Keep asking for nationalized co-ops like, in a ha ha kidding way not a give me that in private enterprise first way.

(It will fail because it won't be able to make an obscene amount of return on investment, things that just make livable or modest returns are no importance to the VC class)
posted by The Whelk at 9:58 AM on July 15 [11 favorites]


Flashbacks to the scene in Repo Man where they go into the convenience store stocked with all Ralph's brand generic goods.
posted by subdee at 10:05 AM on July 15 [11 favorites]


So... should I buy this stuff or not? I can't figure out what the hell the consensus is here.
posted by Liquidwolf at 10:06 AM on July 15 [2 favorites]


The life of a repo man is always intense.
posted by TheWhiteSkull at 10:07 AM on July 15 [16 favorites]


With the twist being that Ralph's actually marketed their generic-brand goods.
posted by subdee at 10:08 AM on July 15


USD$3 for 20 teabags? Get stuffed. The design is pretty weakass, too. Not a patch on classic No Name.
posted by maudlin at 10:08 AM on July 15 [6 favorites]


All I can think of is the white cans of BEER scattered around the tragic crash scene in the D.A.R.E. propaganda the sheriff's deputy brought in when we were in the 5th grade.
posted by brennen at 10:11 AM on July 15 [16 favorites]


The generic stuff mom used to get from the food pantry in the 80s had a similar black and white design.

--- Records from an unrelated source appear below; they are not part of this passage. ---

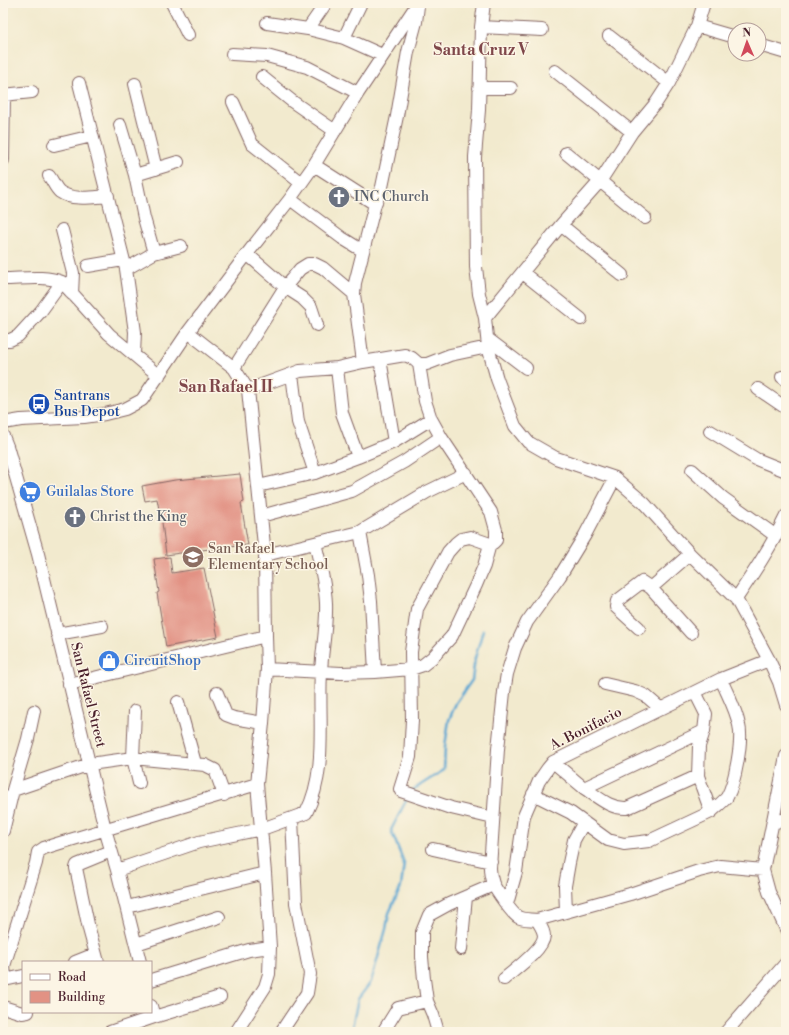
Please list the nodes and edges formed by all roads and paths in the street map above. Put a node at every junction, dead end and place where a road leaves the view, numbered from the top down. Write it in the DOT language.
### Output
graph roads {
  1 [pos="172,3"];
  2 [pos="326,3"];
  3 [pos="361,3"];
  4 [pos="418,3"];
  5 [pos="484,3"];
  6 [pos="703,3"];
  7 [pos="267,23"];
  8 [pos="697,26"];
  9 [pos="482,27"];
  10 [pos="308,30"];
  11 [pos="542,30"];
  12 [pos="188,35"];
  13 [pos="727,35"];
  14 [pos="609,36"];
  15 [pos="344,38"];
  16 [pos="767,47"];
  17 [pos="786,53"];
  18 [pos="232,54"];
  19 [pos="382,55"];
  20 [pos="555,71"];
  21 [pos="262,77"];
  22 [pos="79,83"];
  23 [pos="669,83"];
  24 [pos="135,84"];
  25 [pos="480,88"];
  26 [pos="511,88"];
  27 [pos="32,92"];
  28 [pos="358,93"];
  29 [pos="3,95"];
  30 [pos="232,102"];
  31 [pos="120,125"];
  32 [pos="335,131"];
  33 [pos="632,132"];
  34 [pos="92,136"];
  35 [pos="54,145"];
  36 [pos="566,153"];
  37 [pos="3,160"];
  38 [pos="178,162"];
  39 [pos="314,165"];
  40 [pos="156,169"];
  41 [pos="135,175"];
  42 [pos="49,176"];
  43 [pos="601,180"];
  44 [pos="301,183"];
  45 [pos="108,196"];
  46 [pos="290,199"];
  47 [pos="375,204"];
  48 [pos="645,218"];
  49 [pos="561,225"];
  50 [pos="62,230"];
  51 [pos="181,246"];
  52 [pos="363,252"];
  53 [pos="154,254"];
  54 [pos="247,254"];
  55 [pos="124,265"];
  56 [pos="88,266"];
  57 [pos="522,273"];
  58 [pos="622,275"];
  59 [pos="3,279"];
  60 [pos="62,282"];
  61 [pos="285,287"];
  62 [pos="72,294"];
  63 [pos="354,294"];
  64 [pos="485,318"];
  65 [pos="581,319"];
  66 [pos="317,325"];
  67 [pos="188,332"];
  68 [pos="3,340"];
  69 [pos="488,343"];
  70 [pos="134,354"];
  71 [pos="380,359"];
  72 [pos="363,362"];
  73 [pos="419,364"];
  74 [pos="234,368"];
  75 [pos="337,368"];
  76 [pos="526,368"];
  77 [pos="292,374"];
  78 [pos="159,376"];
  79 [pos="758,389"];
  80 [pos="248,390"];
  81 [pos="786,408"];
  82 [pos="432,419"];
  83 [pos="3,423"];
  84 [pos="710,431"];
  85 [pos="3,436"];
  86 [pos="441,437"];
  87 [pos="394,442"];
  88 [pos="358,456"];
  89 [pos="692,470"];
  90 [pos="786,471"];
  91 [pos="315,473"];
  92 [pos="466,473"];
  93 [pos="615,478"];
  94 [pos="258,486"];
  95 [pos="261,516"];
  96 [pos="786,516"];
  97 [pos="360,532"];
  98 [pos="780,535"];
  99 [pos="315,543"];
  100 [pos="490,544"];
  101 [pos="690,554"];
  102 [pos="265,555"];
  103 [pos="652,588"];
  104 [pos="736,599"];
  105 [pos="102,626"];
  106 [pos="639,628"];
  107 [pos="691,633"];
  108 [pos="57,634"];
  109 [pos="266,636"];
  110 [pos="769,660"];
  111 [pos="267,669"];
  112 [pos="411,669"];
  113 [pos="321,672"];
  114 [pos="375,672"];
  115 [pos="721,679"];
  116 [pos="69,684"];
  117 [pos="605,684"];
  118 [pos="695,692"];
  119 [pos="217,693"];
  120 [pos="786,701"];
  121 [pos="178,702"];
  122 [pos="786,705"];
  123 [pos="661,709"];
  124 [pos="34,711"];
  125 [pos="135,711"];
  126 [pos="263,723"];
  127 [pos="704,731"];
  128 [pos="786,756"];
  129 [pos="133,758"];
  130 [pos="786,760"];
  131 [pos="553,762"];
  132 [pos="196,763"];
  133 [pos="90,764"];
  134 [pos="698,776"];
  135 [pos="139,783"];
  136 [pos="257,784"];
  137 [pos="584,788"];
  138 [pos="13,790"];
  139 [pos="533,794"];
  140 [pos="224,795"];
  141 [pos="711,812"];
  142 [pos="493,818"];
  143 [pos="292,819"];
  144 [pos="786,819"];
  145 [pos="584,822"];
  146 [pos="773,823"];
  147 [pos="105,829"];
  148 [pos="262,829"];
  149 [pos="3,830"];
  150 [pos="433,849"];
  151 [pos="111,851"];
  152 [pos="491,862"];
  153 [pos="117,870"];
  154 [pos="763,870"];
  155 [pos="266,873"];
  156 [pos="493,885"];
  157 [pos="466,897"];
  158 [pos="507,904"];
  159 [pos="127,907"];
  160 [pos="566,911"];
  161 [pos="219,916"];
  162 [pos="537,920"];
  163 [pos="786,929"];
  164 [pos="136,944"];
  165 [pos="270,947"];
  166 [pos="461,949"];
  167 [pos="96,958"];
  168 [pos="80,961"];
  169 [pos="140,961"];
  170 [pos="786,963"];
  171 [pos="22,976"];
  172 [pos="504,979"];
  173 [pos="152,980"];
  174 [pos="220,997"];
  175 [pos="427,1001"];
  176 [pos="3,1007"];
  177 [pos="152,1012"];
  178 [pos="22,1013"];
  179 [pos="150,1013"];
  180 [pos="733,1029"];
  181 [pos="110,1032"];
  182 [pos="236,1032"];
  183 [pos="281,1032"];
  184 [pos="383,1032"];
  185 [pos="438,1032"];
  1 -- 12 [label="street"];
  2 -- 10 [label="street"];
  3 -- 15 [label="street"];
  4 -- 19 [label="street"];
  4 -- 47 [label="street"];
  5 -- 9 [label="street"];
  6 -- 8 [label="street"];
  7 -- 10 [label="street"];
  8 -- 13 [label="street"];
  8 -- 23 [label="street"];
  9 -- 11 [label="street"];
  9 -- 25 [label="street"];
  10 -- 15 [label="street"];
  14 -- 23 [label="street"];
  15 -- 19 [label="street"];
  16 -- 17 [label="street"];
  18 -- 28 [label="street"];
  19 -- 28 [label="street"];
  20 -- 33 [label="street"];
  21 -- 32 [label="street"];
  22 -- 34 [label="street"];
  23 -- 33 [label="street"];
  24 -- 40 [label="street"];
  25 -- 26 [label="street"];
  25 -- 64 [label="street"];
  27 -- 29 [label="street"];
  28 -- 32 [label="street"];
  29 -- 37 [label="street"];
  30 -- 44 [label="street"];
  31 -- 41 [label="street"];
  32 -- 39 [label="street"];
  33 -- 43 [label="street"];
  34 -- 35 [label="street"];
  34 -- 45 [label="street"];
  36 -- 43 [label="street"];
  38 -- 40 [label="street"];
  39 -- 44 [label="street"];
  39 -- 47 [label="street"];
  40 -- 41 [label="street"];
  41 -- 53 [label="street"];
  42 -- 45 [label="street"];
  43 -- 48 [label="street"];
  43 -- 49 [label="street"];
  44 -- 46 [label="street"];
  45 -- 55 [label="street"];
  46 -- 52 [label="street"];
  46 -- 54 [label="street"];
  47 -- 52 [label="street"];
  49 -- 57 [label="street"];
  49 -- 58 [label="street"];
  50 -- 62 [label="street"];
  51 -- 53 [label="street"];
  52 -- 63 [label="street"];
  53 -- 55 [label="street"];
  54 -- 61 [label="street"];
  54 -- 67 [label="street"];
  55 -- 56 [label="street"];
  55 -- 70 [label="street"];
  57 -- 64 [label="street"];
  57 -- 65 [label="street"];
  59 -- 60 [label="street"];
  60 -- 62 [label="street"];
  60 -- 68 [label="street"];
  61 -- 63 [label="street"];
  61 -- 66 [label="street"];
  61 -- 74 [label="street"];
  62 -- 70 [label="street"];
  63 -- 72 [label="street"];
  64 -- 69 [label="street"];
  67 -- 74 [label="street"];
  67 -- 78 [label="street"];
  69 -- 73 [label="street"];
  69 -- 76 [label="street"];
  69 -- 93 [label="street"];
  70 -- 78 [label="street"];
  71 -- 72 [label="street"];
  71 -- 73 [label="street"];
  71 -- 87 [label="street"];
  72 -- 75 [label="street"];
  73 -- 82 [label="street"];
  74 -- 80 [label="street"];
  75 -- 77 [label="street"];
  75 -- 88 [label="street"];
  77 -- 80 [label="street"];
  77 -- 91 [label="street"];
  78 -- 83 [label="street"];
  79 -- 81 [label="street"];
  80 -- 94 [label="street"];
  82 -- 86 [label="street"];
  82 -- 87 [label="street"];
  84 -- 90 [label="street"];
  85 -- 108 [label="street, San Rafael Street"];
  86 -- 92 [label="street"];
  86 -- 95 [label="street"];
  87 -- 88 [label="street"];
  88 -- 91 [label="street"];
  89 -- 98 [label="street"];
  91 -- 94 [label="street"];
  92 -- 97 [label="street"];
  92 -- 100 [label="street"];
  93 -- 101 [label="street"];
  93 -- 142 [label="street"];
  94 -- 95 [label="street"];
  95 -- 102 [label="street"];
  96 -- 98 [label="street"];
  97 -- 99 [label="street"];
  97 -- 114 [label="street"];
  98 -- 104 [label="street"];
  99 -- 102 [label="street"];
  99 -- 113 [label="street"];
  100 -- 112 [label="street"];
  100 -- 112 [label="street"];
  101 -- 103 [label="street"];
  101 -- 104 [label="street"];
  102 -- 109 [label="street"];
  103 -- 106 [label="street"];
  103 -- 107 [label="street"];
  104 -- 110 [label="street"];
  105 -- 108 [label="street"];
  108 -- 116 [label="street, San Rafael Street"];
  109 -- 111 [label="street"];
  109 -- 116 [label="street"];
  110 -- 115 [label="street, A. Bonifacio"];
  110 -- 120 [label="street"];
  111 -- 113 [label="street"];
  111 -- 126 [label="street"];
  112 -- 114 [label="street"];
  112 -- 142 [label="street"];
  113 -- 114 [label="street"];
  113 -- 143 [label="street"];
  115 -- 118 [label="street, A. Bonifacio"];
  115 -- 141 [label="street"];
  116 -- 133 [label="street, San Rafael Street"];
  117 -- 123 [label="street"];
  118 -- 123 [label="street, A. Bonifacio"];
  118 -- 127 [label="street"];
  119 -- 126 [label="street"];
  120 -- 122 [label="street"];
  121 -- 132 [label="street"];
  123 -- 131 [label="street, A. Bonifacio"];
  124 -- 138 [label="street"];
  125 -- 129 [label="street"];
  126 -- 136 [label="street"];
  127 -- 134 [label="street"];
  127 -- 137 [label="street"];
  128 -- 130 [label="street"];
  129 -- 132 [label="street"];
  129 -- 133 [label="street"];
  129 -- 135 [label="street"];
  130 -- 146 [label="street"];
  131 -- 137 [label="street"];
  131 -- 139 [label="street, A. Bonifacio"];
  132 -- 140 [label="street"];
  133 -- 138 [label="street"];
  133 -- 147 [label="street, San Rafael Street"];
  134 -- 137 [label="street"];
  134 -- 141 [label="street"];
  136 -- 140 [label="street"];
  136 -- 148 [label="street"];
  138 -- 149 [label="street"];
  139 -- 145 [label="street"];
  139 -- 158 [label="street, A. Bonifacio"];
  140 -- 147 [label="street"];
  141 -- 145 [label="street"];
  142 -- 152 [label="street"];
  143 -- 148 [label="street"];
  143 -- 183 [label="street"];
  144 -- 146 [label="street"];
  145 -- 160 [label="street"];
  146 -- 154 [label="street"];
  147 -- 151 [label="street, San Rafael Street"];
  147 -- 171 [label="street"];
  148 -- 153 [label="street"];
  148 -- 155 [label="street"];
  150 -- 152 [label="street"];
  151 -- 153 [label="street, San Rafael Street"];
  151 -- 167 [label="street"];
  152 -- 156 [label="street"];
  153 -- 159 [label="street, San Rafael Street"];
  154 -- 160 [label="street"];
  154 -- 163 [label="street"];
  155 -- 159 [label="street"];
  155 -- 165 [label="street"];
  156 -- 157 [label="street"];
  156 -- 158 [label="street"];
  157 -- 166 [label="street"];
  157 -- 175 [label="street"];
  158 -- 162 [label="street"];
  159 -- 164 [label="street, San Rafael Street"];
  160 -- 162 [label="street"];
  161 -- 164 [label="street"];
  162 -- 172 [label="street"];
  164 -- 169 [label="street, San Rafael Street"];
  165 -- 173 [label="street"];
  165 -- 182 [label="street"];
  167 -- 168 [label="street"];
  170 -- 180 [label="street"];
  174 -- 177 [label="street"];
  175 -- 184 [label="street"];
  175 -- 185 [label="street"];
  176 -- 178 [label="street"];
  179 -- 181 [label="street"];
}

Instead of Cheerios, you had "OAT LOOPS" and they tasted like cardboard mixed with sawdust.
posted by Pogo_Fuzzybutt at 10:12 AM on July 15 [8 favorites]


When I was growing up in the 70s, there appeared in stores an entire aisle that was nothing but discount products in white packaging with minimal labelling. Beer was just BEER, canned beans were BEANS, toilet paper was TOILET PAPER.

THIS IS NOT A NEW IDEA.
posted by hippybear at 10:12 AM on July 15 [63 favorites]


You can get like, 100 Newmans Own teabags for 4$ on another bulk site, it's not appreciatively bigger than a big of ten, and it's not like it's targeting people who don't have access to online shopping.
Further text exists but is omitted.